マイが言うからには、間違いはないのだろう。
「俺は何したらいいんだ?」
「実はそれがものすごく問題なの。馬には乗れても、馬上からじゃ拳は届かないでしょ? インビジブルビーストと戦っている間は、主に撹乱ね。相手を発見したら、姿が見えなくても、いると思う場所に蹄で蹴りに行って。でもアサシンの方が出てくる状況によっては、アレンには重要な役目がある」
これは囮だな。直感的に理解する。死ぬほど危険な囮だろう。
「とにかく隊列を守ること。敵が見つかったら大声で合図するから、二人はそこに切り込んで、速やかに排除する。すぐに隊列を整えて、また私たちについて走る。途中まではこの繰り返し。いい?」
途中までは。アサシンが出てくれば、状況は一変する。それまでにビーストを何体葬ることができるかが問題になってくる。

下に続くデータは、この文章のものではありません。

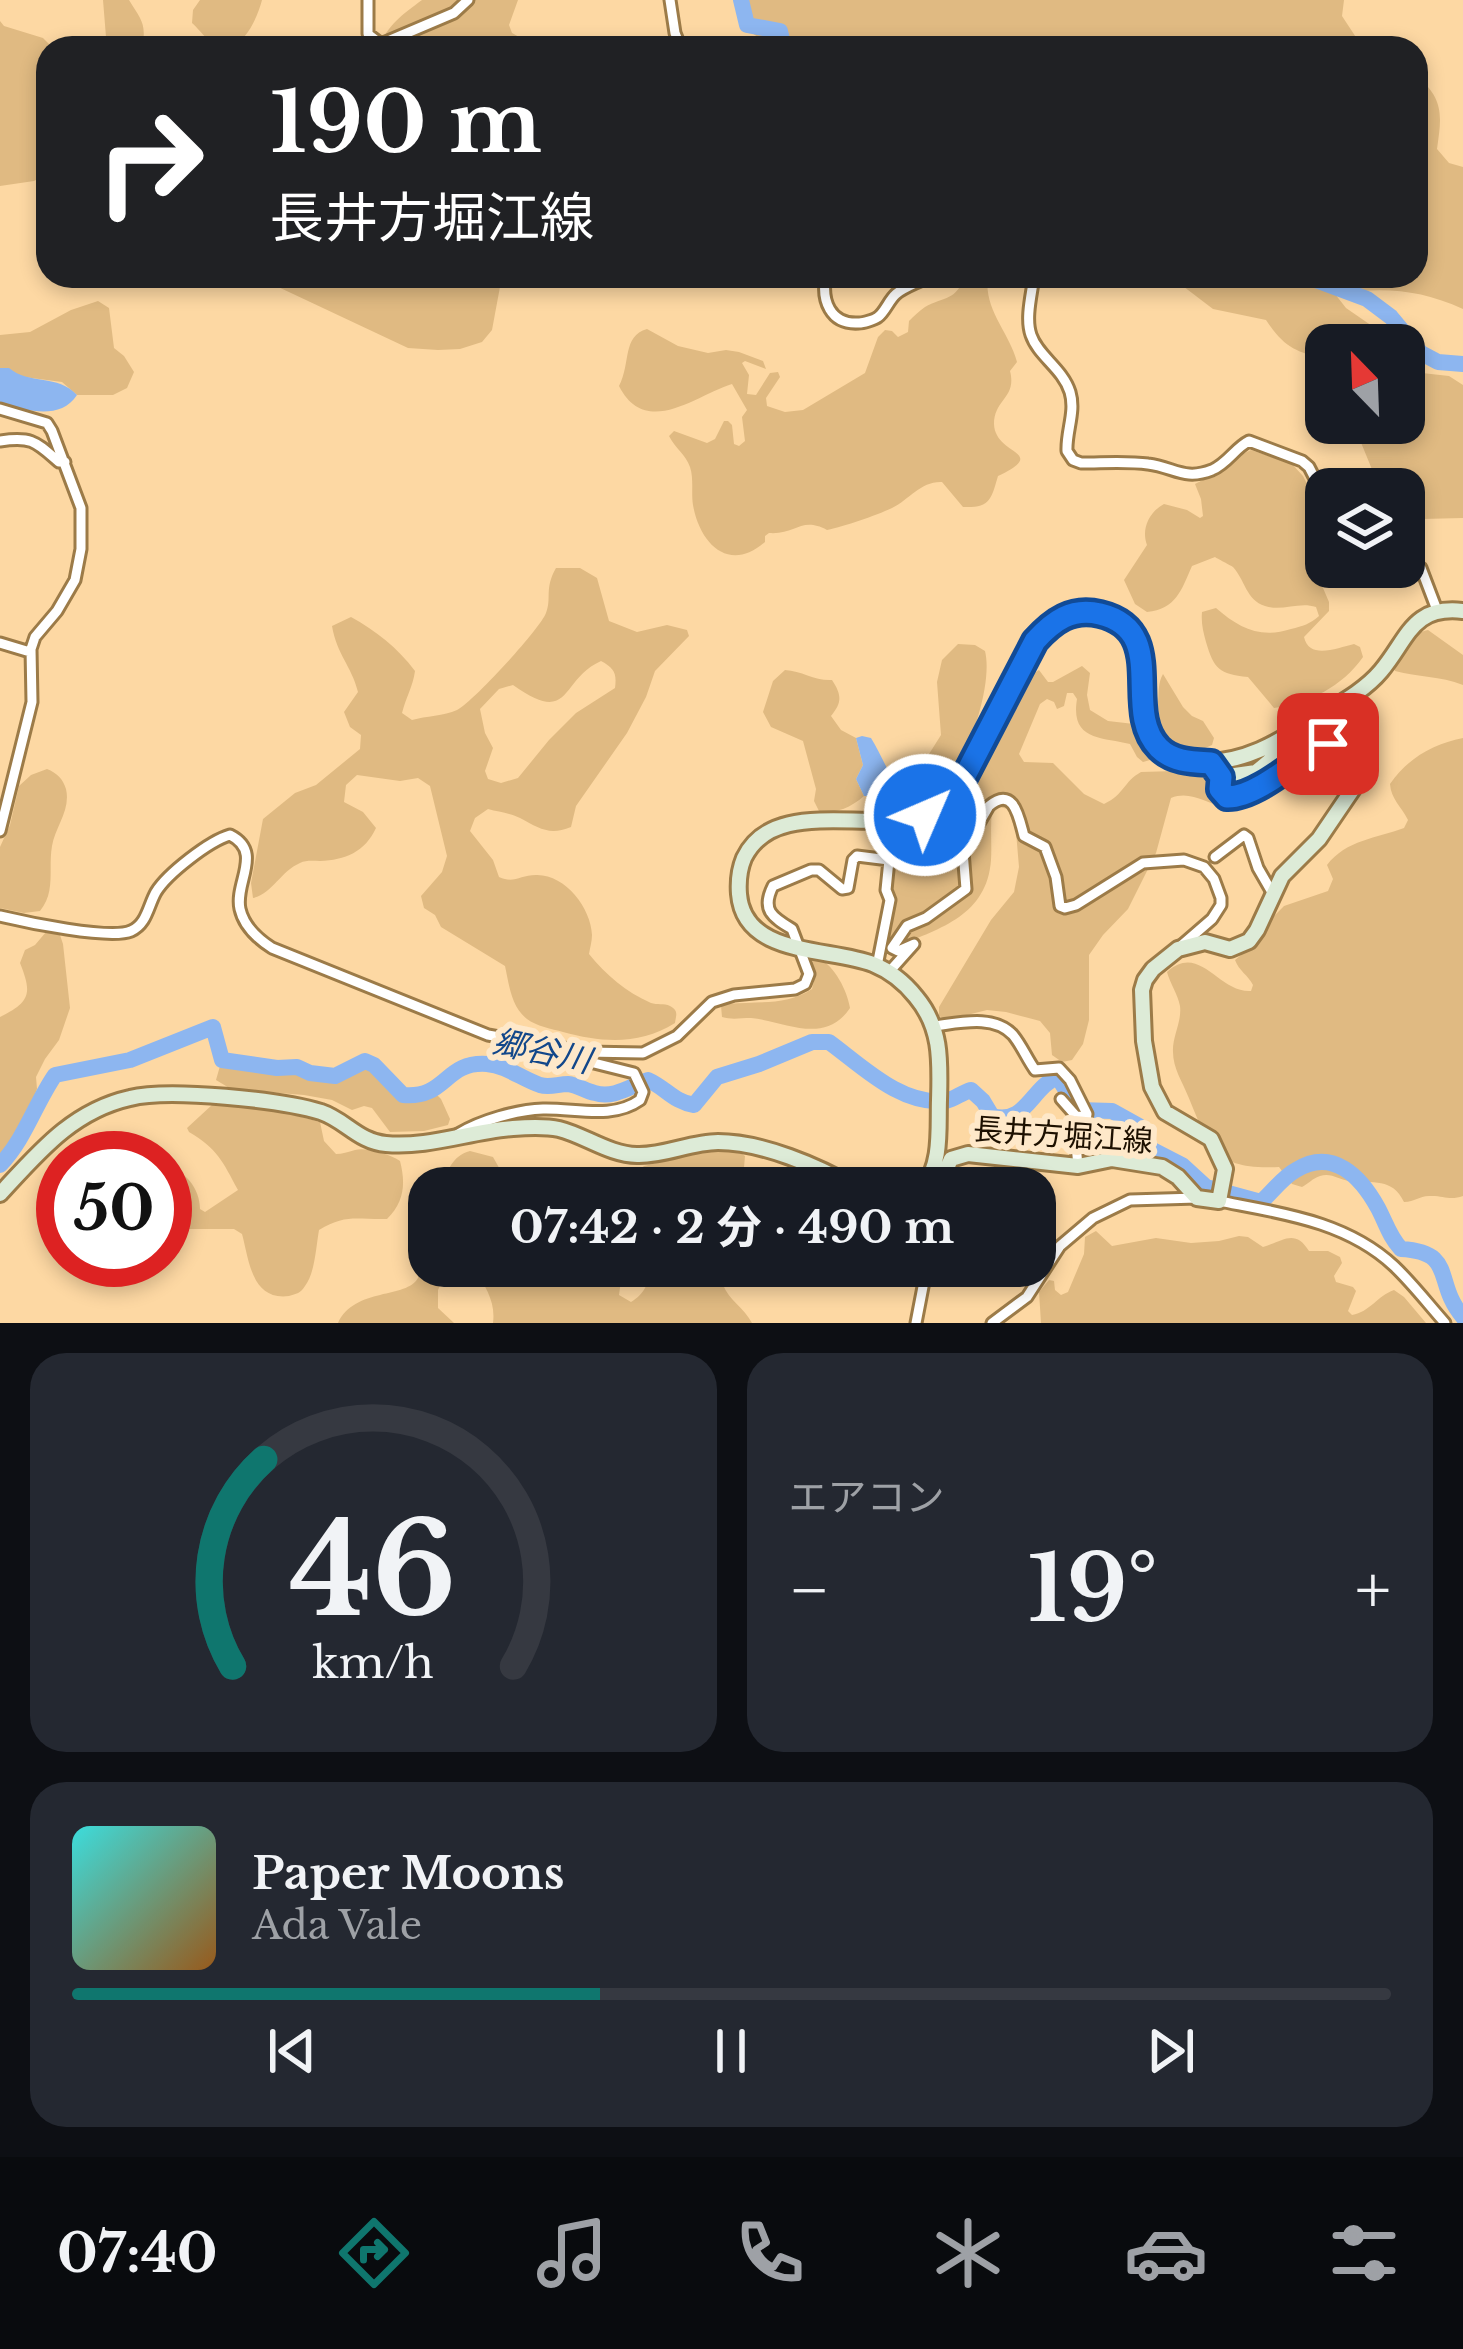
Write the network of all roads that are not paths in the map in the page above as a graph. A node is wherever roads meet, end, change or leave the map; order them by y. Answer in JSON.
{"nodes":[{"id":1,"x":368,"y":0,"type":"edge"},
{"id":2,"x":468,"y":0,"type":"edge"},
{"id":3,"x":670,"y":0,"type":"edge"},
{"id":4,"x":371,"y":36,"type":"edge"},
{"id":5,"x":400,"y":36,"type":"edge"},
{"id":6,"x":676,"y":36,"type":"edge"},
{"id":7,"x":824,"y":288,"type":"edge"},
{"id":8,"x":907,"y":288,"type":"edge"},
{"id":9,"x":1033,"y":288,"type":"edge"},
{"id":10,"x":0,"y":409,"type":"edge"},
{"id":11,"x":0,"y":441,"type":"edge"},
{"id":12,"x":65,"y":463,"type":"junction"},
{"id":13,"x":1310,"y":468,"type":"edge"},
{"id":14,"x":1425,"y":578,"type":"edge"},
{"id":15,"x":1437,"y":610,"type":"junction"},
{"id":16,"x":1463,"y":611,"type":"edge"},
{"id":17,"x":0,"y":643,"type":"edge"},
{"id":18,"x":31,"y":652,"type":"junction"},
{"id":19,"x":1274,"y":745,"type":"junction"},
{"id":20,"x":1211,"y":763,"type":"junction"},
{"id":21,"x":1221,"y":777,"type":"junction"},
{"id":22,"x":0,"y":831,"type":"edge"},
{"id":23,"x":1215,"y":857,"type":"dead end"},
{"id":24,"x":1273,"y":894,"type":"junction"},
{"id":25,"x":0,"y":916,"type":"edge"},
{"id":26,"x":799,"y":947,"type":"junction"},
{"id":27,"x":1178,"y":949,"type":"junction"},
{"id":28,"x":883,"y":969,"type":"junction"},
{"id":29,"x":934,"y":1026,"type":"junction"},
{"id":30,"x":543,"y":1045,"type":"junction"},
{"id":31,"x":1061,"y":1099,"type":"dead end"},
{"id":32,"x":1086,"y":1117,"type":"junction"},
{"id":33,"x":454,"y":1137,"type":"junction"},
{"id":34,"x":1078,"y":1166,"type":"junction"},
{"id":35,"x":814,"y":1167,"type":"edge"},
{"id":36,"x":933,"y":1167,"type":"edge"},
{"id":37,"x":947,"y":1167,"type":"edge"},
{"id":38,"x":0,"y":1194,"type":"edge"},
{"id":39,"x":1197,"y":1198,"type":"junction"},
{"id":40,"x":1219,"y":1198,"type":"junction"},
{"id":41,"x":923,"y":1287,"type":"edge"},
{"id":42,"x":916,"y":1323,"type":"edge"},
{"id":43,"x":992,"y":1323,"type":"edge"},
{"id":44,"x":1445,"y":1323,"type":"edge"}],
"edges":[{"from":1,"to":4,"type":"street"},
{"from":2,"to":5,"type":"street"},
{"from":3,"to":6,"type":"street"},
{"from":7,"to":8,"type":"street"},
{"from":9,"to":13,"type":"street"},
{"from":10,"to":12,"type":"street"},
{"from":11,"to":12,"type":"street"},
{"from":12,"to":18,"type":"street"},
{"from":14,"to":15,"type":"street"},
{"from":15,"to":16,"type":"main road"},
{"from":15,"to":19,"type":"main road"},
{"from":17,"to":18,"type":"street"},
{"from":18,"to":22,"type":"street"},
{"from":19,"to":20,"type":"main road"},
{"from":19,"to":21,"type":"main road"},
{"from":20,"to":21,"type":"main road"},
{"from":20,"to":26,"type":"main road"},
{"from":21,"to":24,"type":"main road"},
{"from":23,"to":24,"type":"street"},
{"from":24,"to":27,"type":"main road"},
{"from":25,"to":30,"type":"street"},
{"from":26,"to":28,"type":"main road"},
{"from":26,"to":28,"type":"street"},
{"from":26,"to":30,"type":"street"},
{"from":27,"to":28,"type":"street"},
{"from":27,"to":40,"type":"main road","name":"長井方堀江線"},
{"from":28,"to":29,"type":"main road"},
{"from":29,"to":32,"type":"street"},
{"from":29,"to":36,"type":"main road","name":"長井方堀江線"},
{"from":30,"to":33,"type":"street"},
{"from":31,"to":32,"type":"street"},
{"from":32,"to":34,"type":"street"},
{"from":33,"to":35,"type":"main road"},
{"from":33,"to":38,"type":"main road"},
{"from":34,"to":37,"type":"main road","name":"長井方堀江線"},
{"from":34,"to":39,"type":"main road","name":"長井方堀江線"},
{"from":39,"to":40,"type":"main road","name":"長井方堀江線"},
{"from":39,"to":43,"type":"street"},
{"from":40,"to":44,"type":"street"},
{"from":41,"to":42,"type":"street"}]}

「作戦は3通りあるから、状況に応じて柔軟に対応して。今からそれを伝えます」
「3通りって、そんなに行動を覚えとけってことか!?」
いくらなんでも無理がある。やっとのことで地図を頭に叩き込んだというのに、今度は作戦行動を叩き込まなきゃならないなんて。それも使わない可能性があるやつまで。
「これでも減らしたのよ。でもこれが限界。それだけの強敵と戦うんだから、こっちだって相応の心構えが必要なの。我慢して」
敵は目に見えない上に、こちらの遥か上をいく強敵。馬から落とされれば死が待っている。頭の中で反芻する。
「第一のパターンは…」
マイが詳細な解説を始める。
昼過ぎには決戦だ。時間がない。この一回で頭に叩き込まなければ、自分と仲間の命がかかっている。
俺は柄にもなく羊皮紙を取り出して、メモを書き始めた。